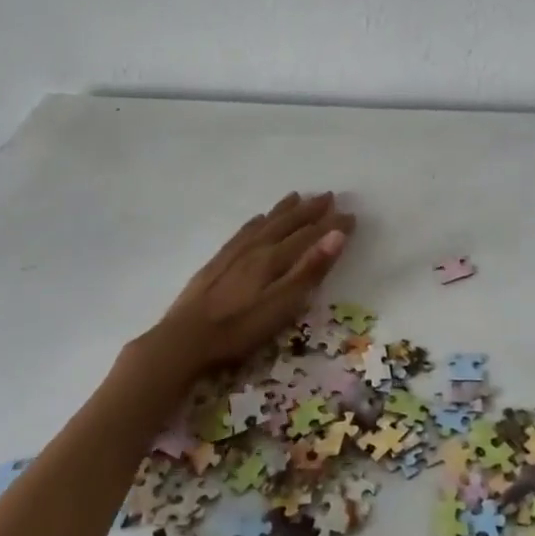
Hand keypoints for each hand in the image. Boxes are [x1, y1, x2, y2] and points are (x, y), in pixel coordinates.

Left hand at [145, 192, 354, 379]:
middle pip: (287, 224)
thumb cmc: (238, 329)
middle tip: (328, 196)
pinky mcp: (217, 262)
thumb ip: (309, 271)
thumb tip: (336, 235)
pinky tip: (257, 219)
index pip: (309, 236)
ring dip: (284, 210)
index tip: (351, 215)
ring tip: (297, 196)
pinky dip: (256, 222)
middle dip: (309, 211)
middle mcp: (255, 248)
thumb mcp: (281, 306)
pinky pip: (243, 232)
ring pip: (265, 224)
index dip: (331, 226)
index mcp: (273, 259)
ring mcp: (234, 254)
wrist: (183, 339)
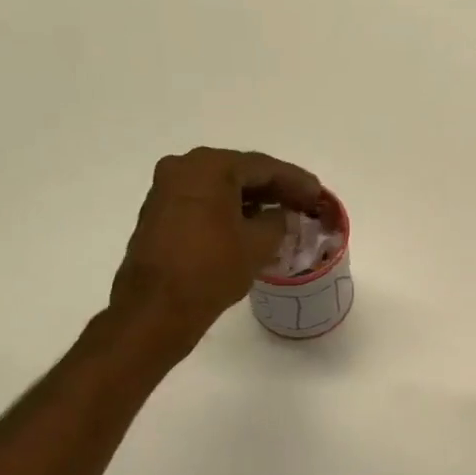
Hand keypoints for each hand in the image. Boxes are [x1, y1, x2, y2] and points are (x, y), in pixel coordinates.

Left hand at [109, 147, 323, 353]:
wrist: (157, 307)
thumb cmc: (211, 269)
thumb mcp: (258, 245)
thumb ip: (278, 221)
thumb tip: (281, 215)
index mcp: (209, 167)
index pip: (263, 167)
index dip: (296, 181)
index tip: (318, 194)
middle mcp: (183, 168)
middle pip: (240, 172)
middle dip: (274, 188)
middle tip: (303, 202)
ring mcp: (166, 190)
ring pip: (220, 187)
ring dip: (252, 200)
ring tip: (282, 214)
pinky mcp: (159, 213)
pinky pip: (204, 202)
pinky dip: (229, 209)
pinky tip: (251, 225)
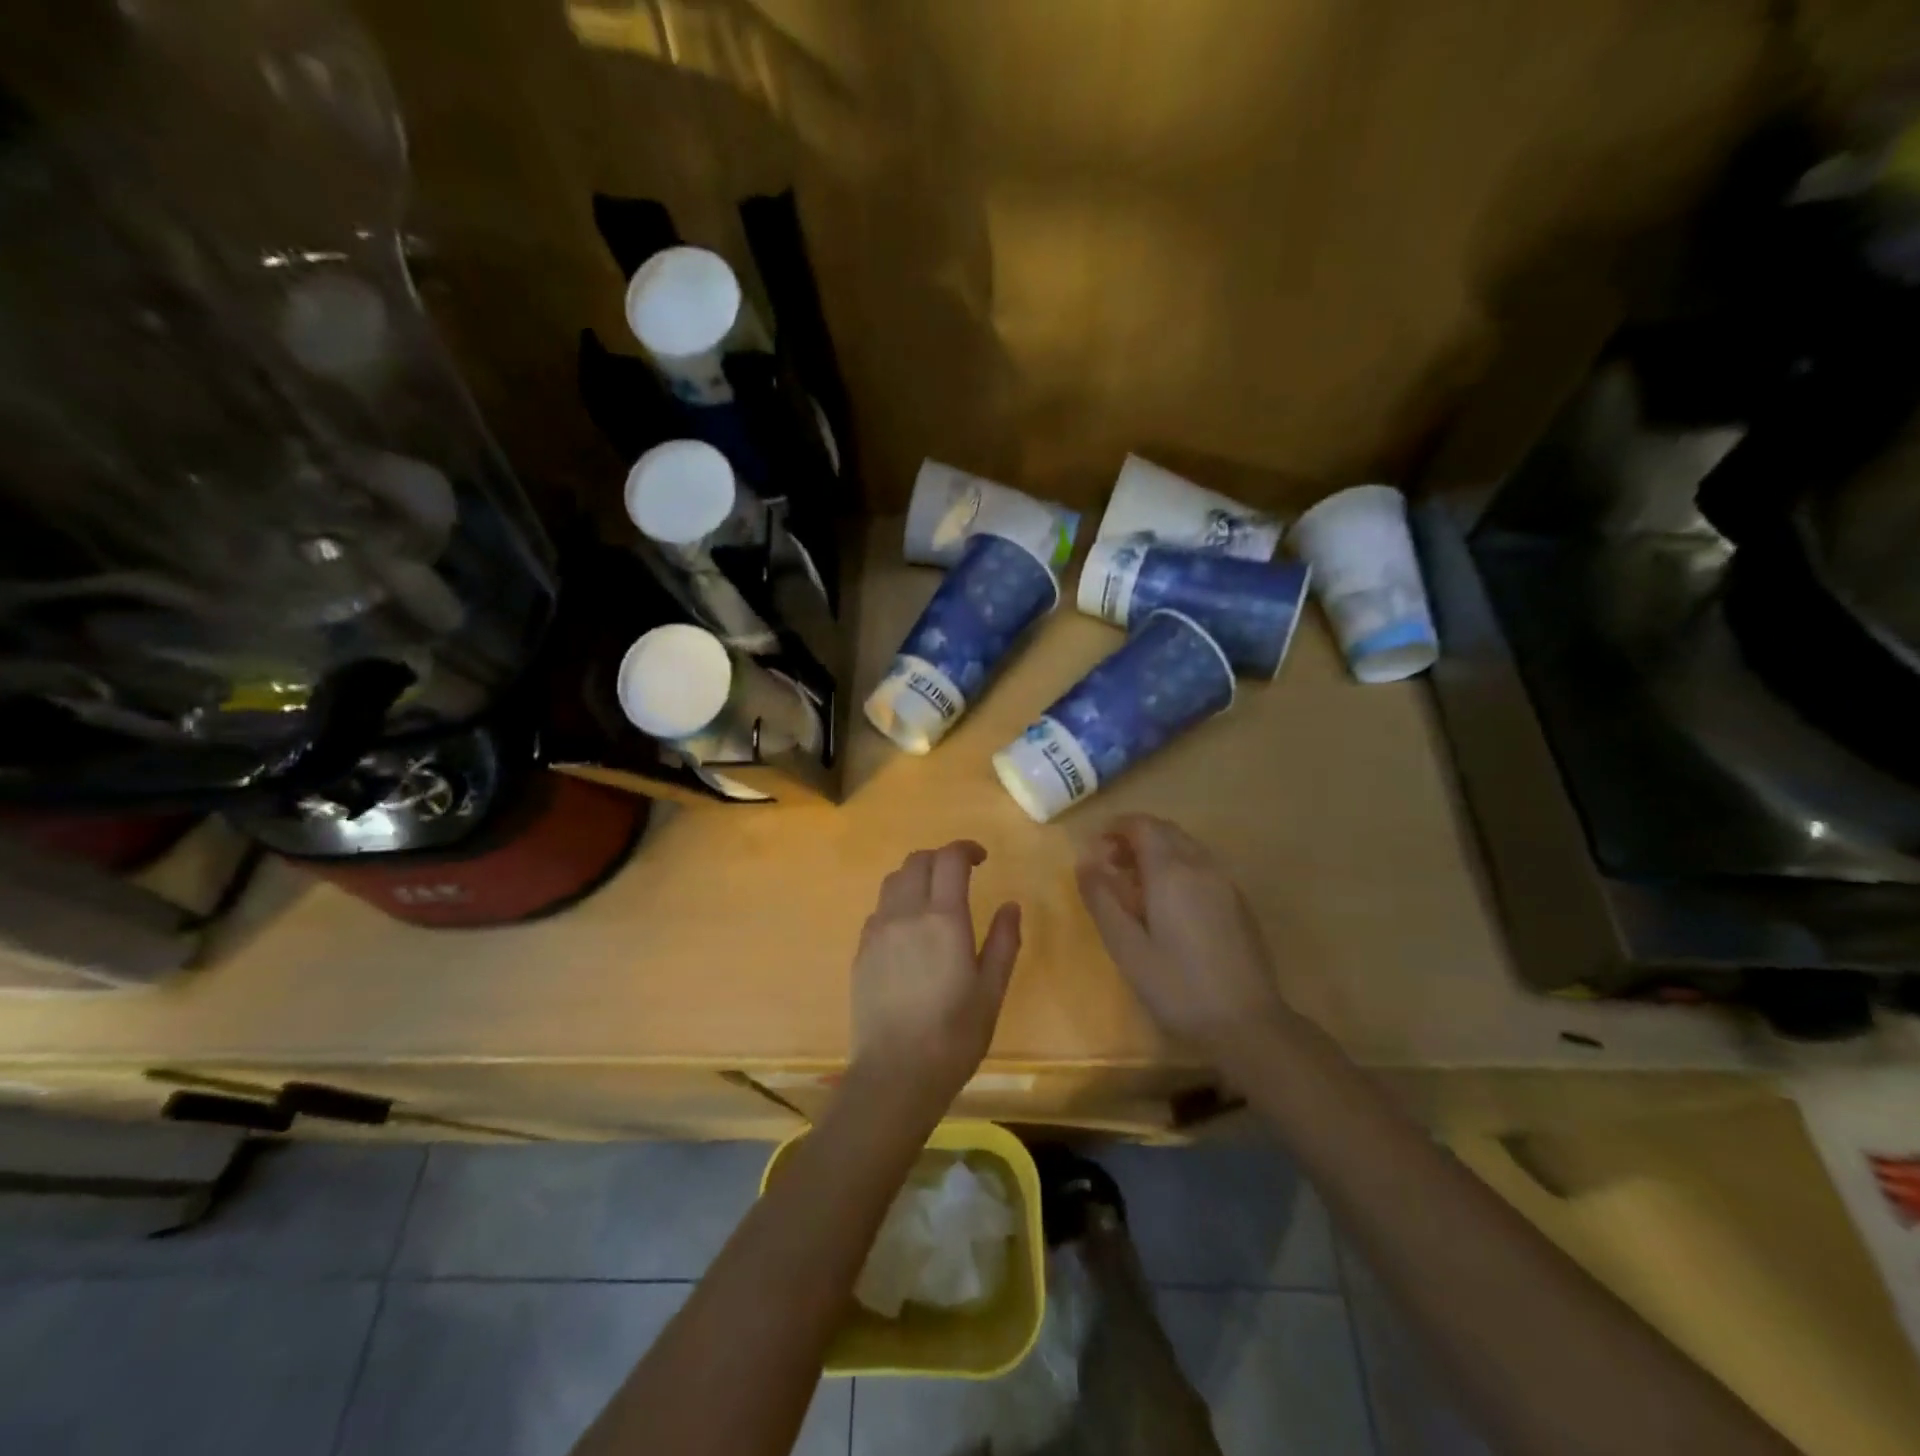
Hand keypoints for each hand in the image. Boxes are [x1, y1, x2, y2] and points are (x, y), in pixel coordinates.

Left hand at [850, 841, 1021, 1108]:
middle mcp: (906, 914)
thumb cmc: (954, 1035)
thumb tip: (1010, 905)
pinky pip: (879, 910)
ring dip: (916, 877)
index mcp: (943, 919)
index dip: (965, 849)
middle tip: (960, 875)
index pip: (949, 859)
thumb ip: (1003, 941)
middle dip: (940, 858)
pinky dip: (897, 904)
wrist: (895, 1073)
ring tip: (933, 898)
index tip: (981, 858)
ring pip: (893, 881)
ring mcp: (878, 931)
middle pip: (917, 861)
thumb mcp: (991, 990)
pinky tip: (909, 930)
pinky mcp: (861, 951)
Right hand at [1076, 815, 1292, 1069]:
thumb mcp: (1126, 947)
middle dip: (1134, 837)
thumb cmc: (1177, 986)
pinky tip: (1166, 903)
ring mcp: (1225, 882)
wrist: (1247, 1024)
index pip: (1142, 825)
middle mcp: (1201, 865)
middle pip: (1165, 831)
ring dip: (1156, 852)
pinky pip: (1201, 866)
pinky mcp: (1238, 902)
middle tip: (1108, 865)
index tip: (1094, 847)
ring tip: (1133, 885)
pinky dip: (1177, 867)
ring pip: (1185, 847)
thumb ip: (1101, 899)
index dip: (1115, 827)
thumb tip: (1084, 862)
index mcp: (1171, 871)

REQUIRED ACTION -> Give exactly the lines above that run from the line with "ring mcp: (234, 254)" to the line with "ring pip: (1185, 847)", both included, leaving every picture out.

RESPONSE BOX ->
ring mcp: (234, 254)
wrist: (183, 339)
Hand keypoints for each hand in the image. Boxes are [x1, y1, x2, y2] and points are (x, y), in pixel coordinates.

Left hand at [109, 147, 323, 353]:
wrist: (157, 307)
thumb cmc: (211, 269)
thumb mcp: (258, 245)
thumb ip: (278, 221)
thumb tip: (281, 215)
index mcp: (209, 167)
index pip: (263, 167)
index dip: (296, 181)
index tip: (318, 194)
middle mcp: (183, 168)
middle pip: (240, 172)
middle dip: (274, 188)
middle tip: (303, 202)
ring mcp: (166, 190)
ring pip: (220, 187)
ring dip: (252, 200)
ring tip: (282, 214)
pinky mcp: (159, 213)
pinky pip: (204, 202)
pinky dip: (229, 209)
pinky tip: (251, 225)
Hand keypoints for each hand in the image. Boxes are [x1, y1, x2, y2] and points are (x, y), in pixel coordinates.

Left hand at [850, 841, 1021, 1108]:
middle mcp: (906, 914)
thumb cmc: (954, 1035)
thumb tip: (1010, 905)
pinky pip: (879, 910)
ring dip: (916, 877)
index mcp: (943, 919)
index dip: (965, 849)
middle tip: (960, 875)
index pip: (949, 859)
thumb ip: (1003, 941)
middle dip: (940, 858)
pinky dip: (897, 904)
wrist: (895, 1073)
ring tip: (933, 898)
index tip: (981, 858)
ring pip: (893, 881)
ring mcp: (878, 931)
middle pip: (917, 861)
thumb mcp: (991, 990)
pinky tip: (909, 930)
pinky mcp: (861, 951)
Right hand at [1076, 815, 1292, 1069]:
thumb mcp: (1126, 947)
middle dip: (1134, 837)
thumb cmc: (1177, 986)
pinky tip: (1166, 903)
ring mcp: (1225, 882)
wrist: (1247, 1024)
index pip: (1142, 825)
middle mcp: (1201, 865)
middle pip: (1165, 831)
ring dip: (1156, 852)
pinky pip: (1201, 866)
pinky mcp: (1238, 902)
middle tip: (1108, 865)
index tip: (1094, 847)
ring tip: (1133, 885)
pinky dip: (1177, 867)
ring pip: (1185, 847)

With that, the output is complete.